If you follow that link, you’ll find it’s true: There’s a rudimentary version of the model you can play with (if you have the right browser).

Screen image of the JavaScript Wortld3 model

But I have to tell you, it was a near thing. When the magazine was shipped to the printers three weeks ago, the program was unfinished. Two weeks ago, it was finally running but giving weird results. A week ago the output was still nonsense. Since then I’ve had more anxious moments, late nights, and occasions to ponder the foolishness of publicly announcing vaporware. For a while it looked like I might have to admit defeat and write a sheepish apology for promising something I couldn’t deliver. Never again, I said to myself. And yet, when it’s all over, I get such a kick out of building a thing like this.

Herewith a few notes, mostly technical, on the building process.

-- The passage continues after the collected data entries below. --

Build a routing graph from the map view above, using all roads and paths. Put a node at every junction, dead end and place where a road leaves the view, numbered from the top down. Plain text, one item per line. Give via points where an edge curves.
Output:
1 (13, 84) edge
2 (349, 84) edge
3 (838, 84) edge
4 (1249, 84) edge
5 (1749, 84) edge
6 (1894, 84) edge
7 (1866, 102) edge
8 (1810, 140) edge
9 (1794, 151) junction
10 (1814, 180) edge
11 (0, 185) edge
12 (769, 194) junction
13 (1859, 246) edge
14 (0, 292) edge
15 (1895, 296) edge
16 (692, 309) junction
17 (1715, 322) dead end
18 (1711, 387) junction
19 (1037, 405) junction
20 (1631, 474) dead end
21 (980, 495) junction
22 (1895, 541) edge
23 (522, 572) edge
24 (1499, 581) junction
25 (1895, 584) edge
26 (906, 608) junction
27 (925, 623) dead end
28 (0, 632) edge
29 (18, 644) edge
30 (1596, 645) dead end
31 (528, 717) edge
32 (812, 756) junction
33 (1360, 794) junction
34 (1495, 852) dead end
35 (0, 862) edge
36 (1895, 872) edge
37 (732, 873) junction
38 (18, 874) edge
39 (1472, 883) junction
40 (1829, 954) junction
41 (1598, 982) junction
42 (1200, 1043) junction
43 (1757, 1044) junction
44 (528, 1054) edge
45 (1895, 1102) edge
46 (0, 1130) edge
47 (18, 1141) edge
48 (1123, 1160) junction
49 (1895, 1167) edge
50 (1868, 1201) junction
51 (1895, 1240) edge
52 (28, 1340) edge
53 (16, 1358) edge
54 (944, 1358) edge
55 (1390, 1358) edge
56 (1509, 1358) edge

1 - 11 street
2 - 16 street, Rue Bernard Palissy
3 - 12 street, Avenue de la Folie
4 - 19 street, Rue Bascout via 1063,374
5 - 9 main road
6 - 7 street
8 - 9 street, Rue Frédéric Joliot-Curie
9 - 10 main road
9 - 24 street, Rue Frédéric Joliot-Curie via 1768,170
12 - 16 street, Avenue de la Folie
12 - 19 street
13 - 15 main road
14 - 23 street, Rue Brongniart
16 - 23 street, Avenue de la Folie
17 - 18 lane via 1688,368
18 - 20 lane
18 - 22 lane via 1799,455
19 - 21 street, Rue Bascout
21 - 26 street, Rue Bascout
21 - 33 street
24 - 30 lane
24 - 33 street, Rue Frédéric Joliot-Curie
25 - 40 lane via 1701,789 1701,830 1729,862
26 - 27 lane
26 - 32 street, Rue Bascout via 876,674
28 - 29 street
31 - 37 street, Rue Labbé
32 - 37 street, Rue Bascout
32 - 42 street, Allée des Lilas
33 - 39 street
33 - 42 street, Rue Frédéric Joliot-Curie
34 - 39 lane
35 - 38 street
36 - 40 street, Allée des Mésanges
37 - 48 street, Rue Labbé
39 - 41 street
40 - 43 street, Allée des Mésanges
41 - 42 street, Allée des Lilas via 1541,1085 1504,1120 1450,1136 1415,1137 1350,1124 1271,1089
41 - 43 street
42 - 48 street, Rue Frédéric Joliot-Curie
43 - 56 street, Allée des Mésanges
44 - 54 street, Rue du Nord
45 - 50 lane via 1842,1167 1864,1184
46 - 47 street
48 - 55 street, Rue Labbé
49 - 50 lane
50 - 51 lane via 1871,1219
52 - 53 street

What the model models. For background on World3—where the project came from, who did it, and whether you should worry about the model’s bleak predictions—please see either of my columns. Very briefly, the model traces interactions among five main components of the global ecosystem and economy: the human population, agriculture, industry, nonrenewable resources and pollution. If you could strip the model down to its mathematical essentials, it would be a system of coupled differential equations, something like the Lotka-Volterra equations for predator-prey populations. But the model is actually formulated in the language of “system dynamics,” a simulation methodology invented in the 1950s by Jay W. Forrester of MIT, with heavy influence from control theory and servomechanisms.

The key elements of a system dynamics model are represented by levels and rates, or less formally vats and valves. Here’s the population section of the World3 model:

vats and valves in the population section of the World3 model

The orange rectangles are levels, which integrate the inflow and outflow of people. The rates of flow are determined by the valves, represented here as hourglass-shaped icons (a graphic device borrowed from control theory and industrial engineering).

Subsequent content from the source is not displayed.